My son, Joseph Hugh Kitchens III, is a writer. He is also a through- hiker, having walked the entire Appalachian Trail from Georgia to Maine. From childhood he has been keenly interested in history and constantly amazes me with his knowledge. Because we have been observing the 100th Anniversary of World War I (1914-1918), I challenged him to write about “The Great War.” He replied with more than thirty poems and I have chosen three for my readers.

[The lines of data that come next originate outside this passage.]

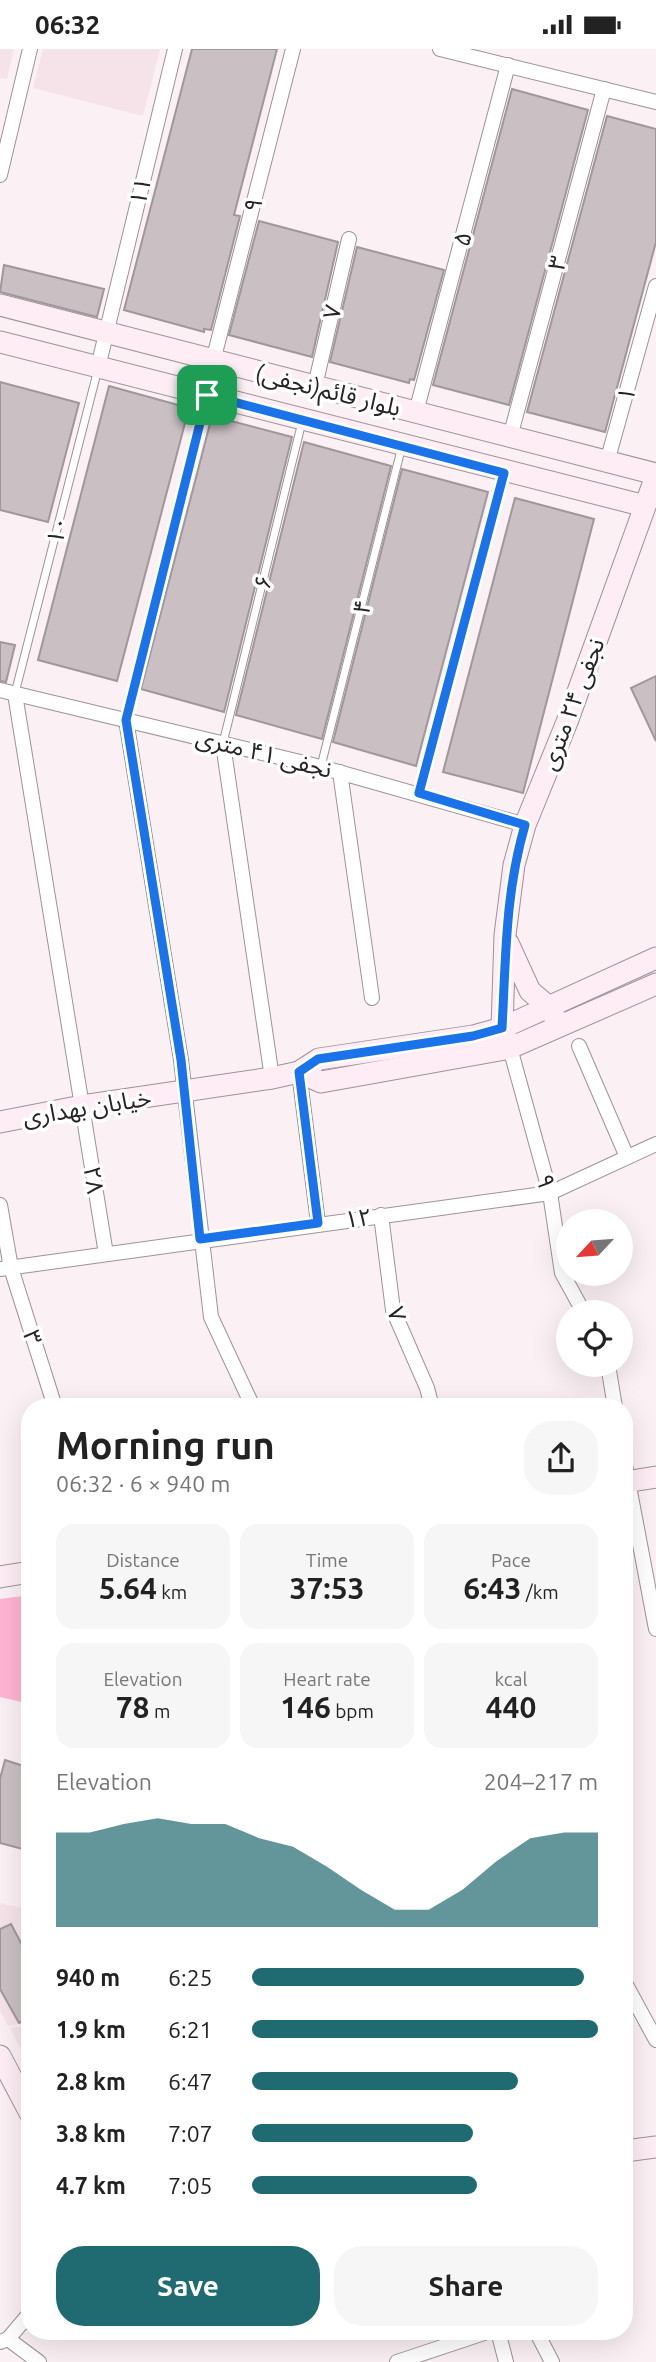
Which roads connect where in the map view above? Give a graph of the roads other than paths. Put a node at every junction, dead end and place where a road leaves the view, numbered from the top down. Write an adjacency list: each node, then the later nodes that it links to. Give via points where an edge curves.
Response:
1 (30, 49): 8 (street)
2 (175, 49): 12 (street, ۱۱)
3 (293, 49): 14 (street, ۹)
4 (440, 49): 5 (street, via 469,60)
5 (508, 65): 6 (street); 18 (street, ۵)
6 (604, 89): 7 (street); 20 (street, ۳)
7 (656, 102)
8 (0, 175)
9 (349, 239): 16 (street, ۷)
10 (656, 286): 22 (street, ۱)
11 (0, 305): 12 (street, بلوار قائم(نجفی))
12 (106, 333): 14 (street, بلوار قائم(نجفی)); 15 (street, ۱۱)
13 (0, 342): 15 (street, بلوار قائم(نجفی))
14 (213, 361): 16 (street, بلوار قائم(نجفی))
15 (99, 367): 17 (street, بلوار قائم(نجفی)); 26 (lane, ۱۰)
16 (315, 386): 18 (street, بلوار قائم(نجفی))
17 (207, 395): 19 (street, بلوار قائم(نجفی)); 27 (lane)
18 (416, 412): 20 (street, بلوار قائم(نجفی))
19 (303, 420): 21 (street, بلوار قائم(نجفی)); 28 (lane, ۶)
20 (510, 437): 22 (street, بلوار قائم(نجفی))
21 (402, 446): 23 (street, بلوار قائم(نجفی)); 29 (lane, ۴)
22 (607, 462): 24 (street, بلوار قائم(نجفی))
23 (504, 473): 24 (street, بلوار قائم(نجفی)); 31 (lane)
24 (653, 487): 32 (street, نجفی ۲۴ متری)
25 (0, 690): 26 (street, نجفی ۴۱ متری)
26 (15, 694): 27 (street, نجفی ۴۱ متری); 44 (street, ۲۸)
27 (126, 720): 28 (street, نجفی ۴۱ متری); 43 (street)
28 (223, 744): 29 (street, نجفی ۴۱ متری); 42 (street)
29 (321, 767): 30 (street, نجفی ۴۱ متری)
30 (340, 772): 31 (street, نجفی ۴۱ متری); 36 (street)
31 (419, 793): 32 (street, نجفی ۴۱ متری)
32 (525, 825): 33 (street, نجفی ۲۴ متری, via 514,865)
33 (505, 935): 37 (street, via 530,991); 39 (street, نجفی ۲۴ متری)
34 (656, 958): 37 (street, خیابان بهداری)
35 (656, 984): 38 (street, خیابان بهداری)
36 (372, 997)
37 (550, 1008): 38 (street); 39 (street, خیابان بهداری)
38 (560, 1027): 39 (street, خیابان بهداری)
39 (506, 1038): 41 (street, خیابان بهداری, via 473,1036 318,1059); 48 (street, ۹)
40 (579, 1045): 47 (street)
41 (299, 1072): 42 (street, خیابان بهداری); 51 (street)
42 (272, 1078): 43 (street, خیابان بهداری)
43 (185, 1092): 44 (street, خیابان بهداری); 52 (street)
44 (82, 1106): 45 (street, خیابان بهداری); 53 (street, ۲۸)
45 (0, 1122)
46 (656, 1144): 47 (street, ۱۲)
47 (627, 1157): 48 (street, ۱۲)
48 (550, 1193): 50 (street, ۱۲); 55 (street, ۹, via 562,1273)
49 (0, 1205): 54 (street, ۳)
50 (381, 1215): 51 (street, ۱۲); 59 (street, ۷, via 393,1310)
51 (318, 1223): 52 (street, ۱۲)
52 (200, 1239): 53 (street, ۱۲); 58 (street, via 211,1317)
53 (106, 1254): 54 (street, ۱۲)
54 (5, 1268): 57 (street, ۳)
55 (577, 1300)
56 (610, 1377): 60 (street)
57 (52, 1398)
58 (249, 1398)
59 (430, 1398)
60 (614, 1398)
61 (633, 1476): 62 (street)
62 (656, 1477)
63 (633, 1512): 66 (street)
64 (21, 1574): 65 (street)
65 (0, 1577)
66 (656, 1629)
67 (633, 1998): 68 (street)
68 (656, 2040)
69 (0, 2056): 70 (street)
70 (21, 2096)
71 (656, 2147): 72 (street)
72 (633, 2150)
73 (21, 2323): 77 (street)
74 (463, 2340): 79 (street)
75 (500, 2340): 80 (street)
76 (541, 2340): 81 (street)
77 (4, 2341): 78 (street)
78 (40, 2362)
79 (397, 2362)
80 (506, 2362)
81 (552, 2362)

Let us both know what you think.

Holes

Each hole is the grave of thousands,
In the no man’s land,
In the dead man’s land,
In the shattered and battered men’s land,
In the shredded and beheaded men’s land,
Where only death has domain
Our cannons are his trumpets,
Our rifles are his flutes,
Shells exploding in the night are his drums,
Sounding, sounding in the long night of our souls.

The Trapped Tank

Back, Forth
Back, Forth,
Moaning and Wheezing,
Thundering and bellowing,
Creaking and struggling,
Like a behemoth sauropod in a tar pit going,
The machine struggled,
Something went wrong,
It burst into flames,
Back, Forth
Back… Forth…
Silence and smoke

The Dying Fire

Orderlies with stretchers,
Go, go, to and fro,
Navigating on a sea of stretchers,
From the island of light around the low burning,
O so slowly burning,
Campfire,
And the dark and quiet tent.
I asked a captain, “What’s with the orderlies?”
To which he snapped harder than Charon’s rudder,
“Keep silence ya damn git, it’s the autopsy tent.”
I whispered back, “What?! You mean ALL these fellows-“,
but sharper than Atropos’s scissors he clipped back,
“Nah, Just most of ’em.” And gave me K.P. duty.